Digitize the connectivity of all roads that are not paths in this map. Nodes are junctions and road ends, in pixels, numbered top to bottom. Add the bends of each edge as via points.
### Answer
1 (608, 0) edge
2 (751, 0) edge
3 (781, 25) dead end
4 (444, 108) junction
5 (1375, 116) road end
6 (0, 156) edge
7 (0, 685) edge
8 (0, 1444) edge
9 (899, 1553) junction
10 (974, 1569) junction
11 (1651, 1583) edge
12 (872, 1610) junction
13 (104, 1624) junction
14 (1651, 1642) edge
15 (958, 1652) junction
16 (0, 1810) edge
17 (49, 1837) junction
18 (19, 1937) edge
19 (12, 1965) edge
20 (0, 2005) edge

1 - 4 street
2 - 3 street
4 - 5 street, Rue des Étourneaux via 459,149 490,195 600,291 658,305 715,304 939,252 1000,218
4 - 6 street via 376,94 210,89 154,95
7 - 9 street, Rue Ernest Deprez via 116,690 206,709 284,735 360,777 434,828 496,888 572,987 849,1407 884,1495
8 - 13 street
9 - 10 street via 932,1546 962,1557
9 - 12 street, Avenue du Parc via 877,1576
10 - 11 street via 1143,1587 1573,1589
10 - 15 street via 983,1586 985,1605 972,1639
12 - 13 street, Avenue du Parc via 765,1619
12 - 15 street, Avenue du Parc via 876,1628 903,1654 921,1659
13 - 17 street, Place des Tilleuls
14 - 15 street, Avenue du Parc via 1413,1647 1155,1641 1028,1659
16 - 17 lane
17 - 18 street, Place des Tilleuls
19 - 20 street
----
Over the whole of the material above, count the lines that contain the word "edge"; give only the number.

12